Retyping each entry exactly is the whole task.

### EXERCISE DATA
════

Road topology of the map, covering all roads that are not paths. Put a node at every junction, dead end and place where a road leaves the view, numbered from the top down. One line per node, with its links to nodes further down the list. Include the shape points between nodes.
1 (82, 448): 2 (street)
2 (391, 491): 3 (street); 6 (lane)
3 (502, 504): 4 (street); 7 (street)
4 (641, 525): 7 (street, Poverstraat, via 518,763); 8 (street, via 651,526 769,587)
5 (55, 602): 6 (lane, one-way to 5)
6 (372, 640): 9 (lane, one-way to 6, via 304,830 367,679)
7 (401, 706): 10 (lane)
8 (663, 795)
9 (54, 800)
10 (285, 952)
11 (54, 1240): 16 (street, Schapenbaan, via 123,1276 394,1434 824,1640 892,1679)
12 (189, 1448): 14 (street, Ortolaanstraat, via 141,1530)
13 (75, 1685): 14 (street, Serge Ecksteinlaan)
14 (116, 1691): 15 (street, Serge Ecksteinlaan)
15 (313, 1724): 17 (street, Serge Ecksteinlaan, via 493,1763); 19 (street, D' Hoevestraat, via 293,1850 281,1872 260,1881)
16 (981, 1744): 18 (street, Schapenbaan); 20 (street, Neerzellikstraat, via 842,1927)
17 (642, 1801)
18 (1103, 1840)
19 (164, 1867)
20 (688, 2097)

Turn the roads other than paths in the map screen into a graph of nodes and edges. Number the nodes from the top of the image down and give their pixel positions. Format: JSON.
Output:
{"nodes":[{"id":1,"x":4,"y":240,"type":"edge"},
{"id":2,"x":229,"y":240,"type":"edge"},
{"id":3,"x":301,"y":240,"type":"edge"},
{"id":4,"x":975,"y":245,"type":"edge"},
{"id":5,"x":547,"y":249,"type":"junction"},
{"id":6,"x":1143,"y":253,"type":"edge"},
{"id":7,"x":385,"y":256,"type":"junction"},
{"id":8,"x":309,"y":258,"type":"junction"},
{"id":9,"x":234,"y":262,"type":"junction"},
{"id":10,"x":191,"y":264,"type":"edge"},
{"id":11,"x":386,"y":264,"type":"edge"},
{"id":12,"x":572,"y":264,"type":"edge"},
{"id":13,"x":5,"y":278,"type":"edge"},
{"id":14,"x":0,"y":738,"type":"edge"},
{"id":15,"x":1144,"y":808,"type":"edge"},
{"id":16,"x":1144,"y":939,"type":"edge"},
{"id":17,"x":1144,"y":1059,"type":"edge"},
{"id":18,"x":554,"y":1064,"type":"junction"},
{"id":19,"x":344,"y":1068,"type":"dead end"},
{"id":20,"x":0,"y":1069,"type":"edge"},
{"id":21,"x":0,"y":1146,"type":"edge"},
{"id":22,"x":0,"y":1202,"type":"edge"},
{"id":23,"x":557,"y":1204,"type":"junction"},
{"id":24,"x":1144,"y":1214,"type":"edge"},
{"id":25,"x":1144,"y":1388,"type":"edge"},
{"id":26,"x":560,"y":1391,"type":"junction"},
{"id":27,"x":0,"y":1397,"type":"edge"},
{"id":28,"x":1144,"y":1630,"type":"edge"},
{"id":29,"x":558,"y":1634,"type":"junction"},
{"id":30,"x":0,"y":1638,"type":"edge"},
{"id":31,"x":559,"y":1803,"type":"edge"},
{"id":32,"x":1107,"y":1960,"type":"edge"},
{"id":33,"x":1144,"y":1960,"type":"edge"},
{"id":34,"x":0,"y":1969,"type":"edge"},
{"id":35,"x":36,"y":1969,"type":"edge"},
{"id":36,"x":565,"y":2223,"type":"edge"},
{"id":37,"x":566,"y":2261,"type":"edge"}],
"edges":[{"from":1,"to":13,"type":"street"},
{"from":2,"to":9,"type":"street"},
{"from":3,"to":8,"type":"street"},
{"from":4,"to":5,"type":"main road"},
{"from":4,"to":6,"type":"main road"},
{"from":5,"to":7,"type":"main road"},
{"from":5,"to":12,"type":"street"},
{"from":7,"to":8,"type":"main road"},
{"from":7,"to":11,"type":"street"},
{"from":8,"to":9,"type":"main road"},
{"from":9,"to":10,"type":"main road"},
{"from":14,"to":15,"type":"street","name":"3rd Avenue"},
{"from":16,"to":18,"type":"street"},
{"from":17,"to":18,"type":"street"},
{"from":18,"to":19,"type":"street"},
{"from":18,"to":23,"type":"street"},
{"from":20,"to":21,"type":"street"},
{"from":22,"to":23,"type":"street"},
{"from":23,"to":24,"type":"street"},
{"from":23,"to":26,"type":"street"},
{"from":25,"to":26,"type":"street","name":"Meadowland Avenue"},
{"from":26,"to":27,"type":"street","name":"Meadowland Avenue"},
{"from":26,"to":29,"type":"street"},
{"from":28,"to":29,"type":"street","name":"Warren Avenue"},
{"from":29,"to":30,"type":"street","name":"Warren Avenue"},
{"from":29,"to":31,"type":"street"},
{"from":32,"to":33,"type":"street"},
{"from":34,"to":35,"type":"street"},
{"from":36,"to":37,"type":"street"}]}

════

### SOLVED PROBLEM
Road topology of the map, covering all roads that are not paths. Put a node at every junction, dead end and place where a road leaves the view, numbered from the top down. One line per node, with its links to nodes further down the list. Include the shape points between nodes.
1 (82, 448): 2 (street)
2 (391, 491): 3 (street); 6 (lane)
3 (502, 504): 4 (street); 7 (street)
4 (641, 525): 7 (street, Poverstraat, via 518,763); 8 (street, via 651,526 769,587)
5 (55, 602): 6 (lane, one-way to 5)
6 (372, 640): 9 (lane, one-way to 6, via 304,830 367,679)
7 (401, 706): 10 (lane)
8 (663, 795)
9 (54, 800)
10 (285, 952)
11 (54, 1240): 16 (street, Schapenbaan, via 123,1276 394,1434 824,1640 892,1679)
12 (189, 1448): 14 (street, Ortolaanstraat, via 141,1530)
13 (75, 1685): 14 (street, Serge Ecksteinlaan)
14 (116, 1691): 15 (street, Serge Ecksteinlaan)
15 (313, 1724): 17 (street, Serge Ecksteinlaan, via 493,1763); 19 (street, D' Hoevestraat, via 293,1850 281,1872 260,1881)
16 (981, 1744): 18 (street, Schapenbaan); 20 (street, Neerzellikstraat, via 842,1927)
17 (642, 1801)
18 (1103, 1840)
19 (164, 1867)
20 (688, 2097)

Turn the roads other than paths in the map screen into a graph of nodes and edges. Number the nodes from the top of the image down and give their pixel positions. Format: JSON.
Output:
{"nodes":[{"id":1,"x":4,"y":240,"type":"edge"},
{"id":2,"x":229,"y":240,"type":"edge"},
{"id":3,"x":301,"y":240,"type":"edge"},
{"id":4,"x":975,"y":245,"type":"edge"},
{"id":5,"x":547,"y":249,"type":"junction"},
{"id":6,"x":1143,"y":253,"type":"edge"},
{"id":7,"x":385,"y":256,"type":"junction"},
{"id":8,"x":309,"y":258,"type":"junction"},
{"id":9,"x":234,"y":262,"type":"junction"},
{"id":10,"x":191,"y":264,"type":"edge"},
{"id":11,"x":386,"y":264,"type":"edge"},
{"id":12,"x":572,"y":264,"type":"edge"},
{"id":13,"x":5,"y":278,"type":"edge"},
{"id":14,"x":0,"y":738,"type":"edge"},
{"id":15,"x":1144,"y":808,"type":"edge"},
{"id":16,"x":1144,"y":939,"type":"edge"},
{"id":17,"x":1144,"y":1059,"type":"edge"},
{"id":18,"x":554,"y":1064,"type":"junction"},
{"id":19,"x":344,"y":1068,"type":"dead end"},
{"id":20,"x":0,"y":1069,"type":"edge"},
{"id":21,"x":0,"y":1146,"type":"edge"},
{"id":22,"x":0,"y":1202,"type":"edge"},
{"id":23,"x":557,"y":1204,"type":"junction"},
{"id":24,"x":1144,"y":1214,"type":"edge"},
{"id":25,"x":1144,"y":1388,"type":"edge"},
{"id":26,"x":560,"y":1391,"type":"junction"},
{"id":27,"x":0,"y":1397,"type":"edge"},
{"id":28,"x":1144,"y":1630,"type":"edge"},
{"id":29,"x":558,"y":1634,"type":"junction"},
{"id":30,"x":0,"y":1638,"type":"edge"},
{"id":31,"x":559,"y":1803,"type":"edge"},
{"id":32,"x":1107,"y":1960,"type":"edge"},
{"id":33,"x":1144,"y":1960,"type":"edge"},
{"id":34,"x":0,"y":1969,"type":"edge"},
{"id":35,"x":36,"y":1969,"type":"edge"},
{"id":36,"x":565,"y":2223,"type":"edge"},
{"id":37,"x":566,"y":2261,"type":"edge"}],
"edges":[{"from":1,"to":13,"type":"street"},
{"from":2,"to":9,"type":"street"},
{"from":3,"to":8,"type":"street"},
{"from":4,"to":5,"type":"main road"},
{"from":4,"to":6,"type":"main road"},
{"from":5,"to":7,"type":"main road"},
{"from":5,"to":12,"type":"street"},
{"from":7,"to":8,"type":"main road"},
{"from":7,"to":11,"type":"street"},
{"from":8,"to":9,"type":"main road"},
{"from":9,"to":10,"type":"main road"},
{"from":14,"to":15,"type":"street","name":"3rd Avenue"},
{"from":16,"to":18,"type":"street"},
{"from":17,"to":18,"type":"street"},
{"from":18,"to":19,"type":"street"},
{"from":18,"to":23,"type":"street"},
{"from":20,"to":21,"type":"street"},
{"from":22,"to":23,"type":"street"},
{"from":23,"to":24,"type":"street"},
{"from":23,"to":26,"type":"street"},
{"from":25,"to":26,"type":"street","name":"Meadowland Avenue"},
{"from":26,"to":27,"type":"street","name":"Meadowland Avenue"},
{"from":26,"to":29,"type":"street"},
{"from":28,"to":29,"type":"street","name":"Warren Avenue"},
{"from":29,"to":30,"type":"street","name":"Warren Avenue"},
{"from":29,"to":31,"type":"street"},
{"from":32,"to":33,"type":"street"},
{"from":34,"to":35,"type":"street"},
{"from":36,"to":37,"type":"street"}]}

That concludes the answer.